8. The comprehensive evaluation method for crew members based on big data according to claim 1, characterized in that, The process of verifying and evaluating data through anomaly detection algorithms, identifying abnormal fluctuations, acquisition errors, and weight biases, tracing the source of anomalies, re-acquiring data, adjusting parameters, or correcting weights for secondary calculations specifically includes: Anomaly detection algorithms are used to verify the data and intermediate results during the evaluation process, and to identify abnormal evaluation results caused by abnormal fluctuations in data, data acquisition errors, and weight allocation deviations. For detected anomalies, trace the corresponding data source and processing steps, and perform secondary calculations by re-collecting data, adjusting preprocessing parameters, or correcting weighting coefficients; Industry benchmarks and the average evaluation of crew members in the same position are used as references to correct for deviations in the preliminary evaluation results.

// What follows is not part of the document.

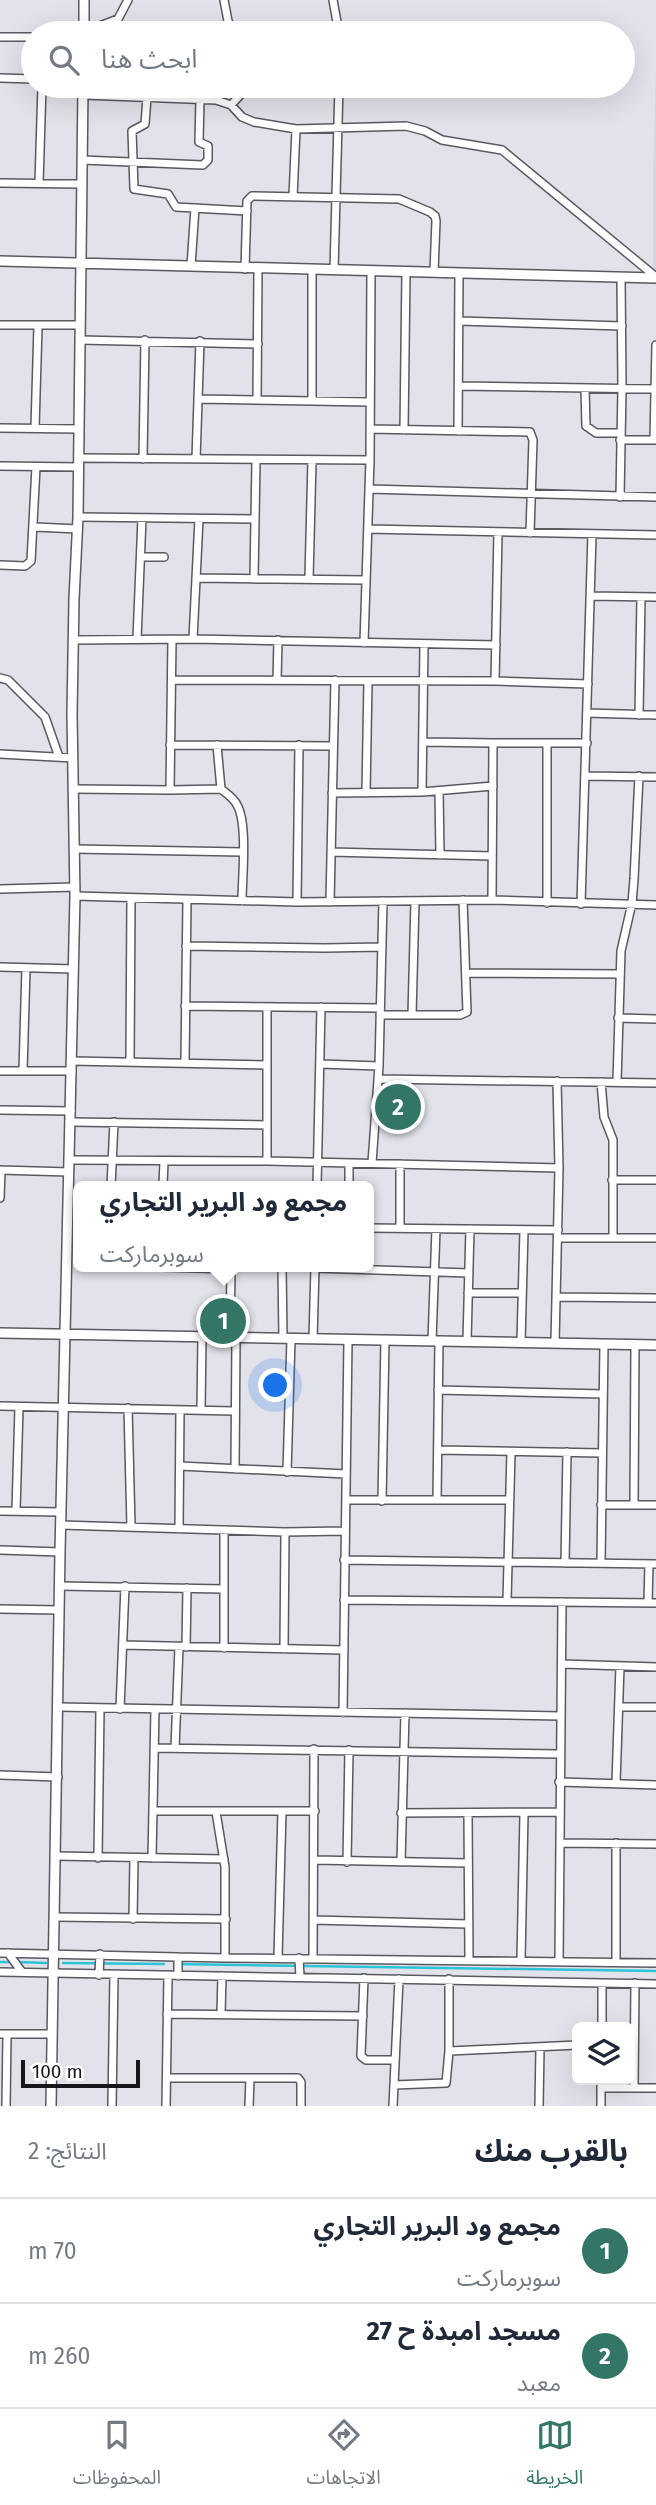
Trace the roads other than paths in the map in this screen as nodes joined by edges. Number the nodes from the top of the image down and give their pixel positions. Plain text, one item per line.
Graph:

9. The comprehensive evaluation method for crew members based on big data according to claim 1, characterized in that, The process of outputting evaluation results in the form of tiered reports, generating personalized improvement suggestions for weak indicators, and regularly updating evaluation results through a dynamic update mechanism, including adjusting indicators and weights, specifically includes: The revised comprehensive evaluation results of the crew members will be output in the form of a graded report, which will clearly indicate the crew member's evaluation level, performance ranking in each dimension, strength indicators and weakness indicators. Personalized improvement suggestions are generated for the weaker indicators, a dynamic update mechanism for evaluation results is established, new data is collected regularly, the evaluation results are iteratively updated, and the evaluation indicator system and weight coefficients are adjusted according to shipping needs.